Juru bicara Pertahanan Sipil di Jalur Gaza, Mahmoud Basal, menyebut bahwa Israel telah melakukan pengeboman terhadap 13 pusat penampungan pengungsi, tempat penduduk Palestina yang mengungsi mencari perlindungan di Jalur Gaza selama Agustus 2024 ini.
Juru bicara Pertahanan Sipil di Jalur Gaza melaporkan bahwa serangan Israel terhadap sekolah tersebut menyebabkan lebih dari 100 orang meninggal dunia dalam pengeboman Israel yang menggunakan tiga rudal.

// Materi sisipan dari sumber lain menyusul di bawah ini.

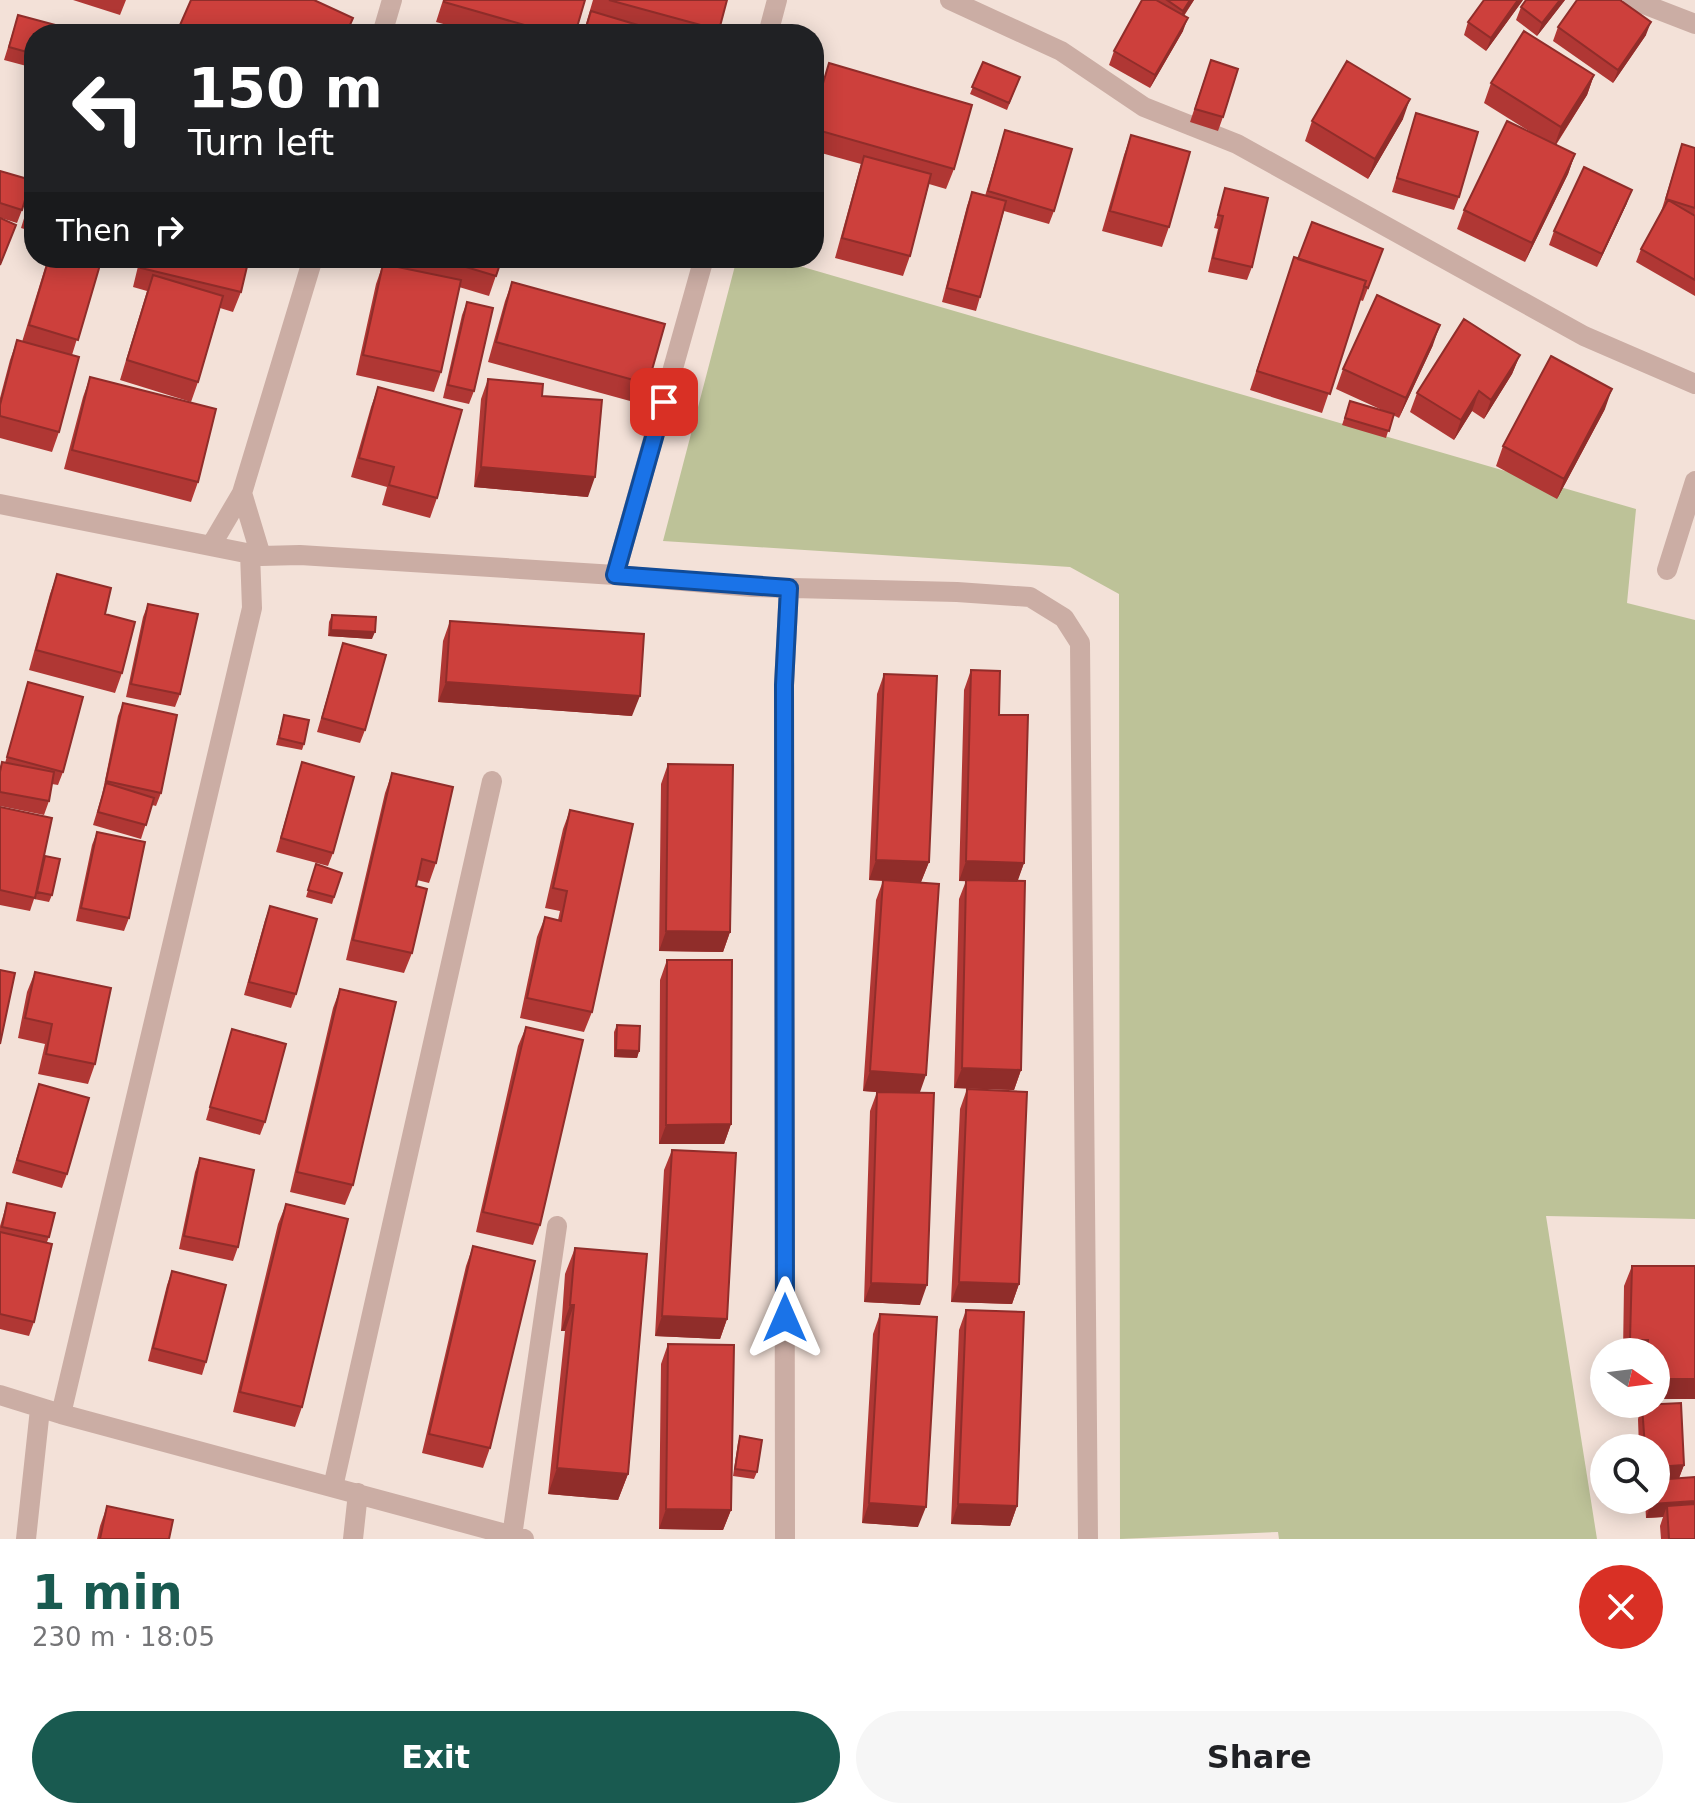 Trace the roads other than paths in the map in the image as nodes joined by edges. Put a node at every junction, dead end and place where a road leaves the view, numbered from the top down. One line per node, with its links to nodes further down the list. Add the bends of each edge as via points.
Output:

Dalam konferensi pers, Mahmoud Basal, mengatakan serangan terbaru pengeboman Israel terhadap sekolah Al-Tabi'een menghantam dua lantai. Lantai satu yang diperuntukkan bagi Perempuan dan lantai lainnya yang berfungsi sebagai ruang salat bagi penduduk sipil yang mengungsi.
Tentara Israel menuding bahwa sekolah tersebut diserang karena digunakan sebagai markas komando militer pejuang Palestina yang ditempatkan di dalam Sekolah Al-Tabi’een, yang terletak di sebelah masjid di kawasan Al-Daraj dan Al-Tuffah dan digunakan sebagai tempat berlindung bagi warga kota. Israel menyatakan menggunakan bom khusus untuk meminimalisir korban jiwa di antara penduduk sipil.
Pihak Palestina menyebut bahwa tuduhan seperti itu terus dibuat-buat Israel demi terus membunuh penduduk sipil tak bersalah di Jalur Gaza.
Anggota Biro Politik Hamas, Izzat Al-Risheq, menegaskan bahwa pembantaian yang dilakukan ketika salat subuh di Sekolah Al-Tabi'een di Gaza dan tentara Israel yang sengaja menargetkan kerumunan jemaah salat dan penduduk sipil adalah kejahatan genosida.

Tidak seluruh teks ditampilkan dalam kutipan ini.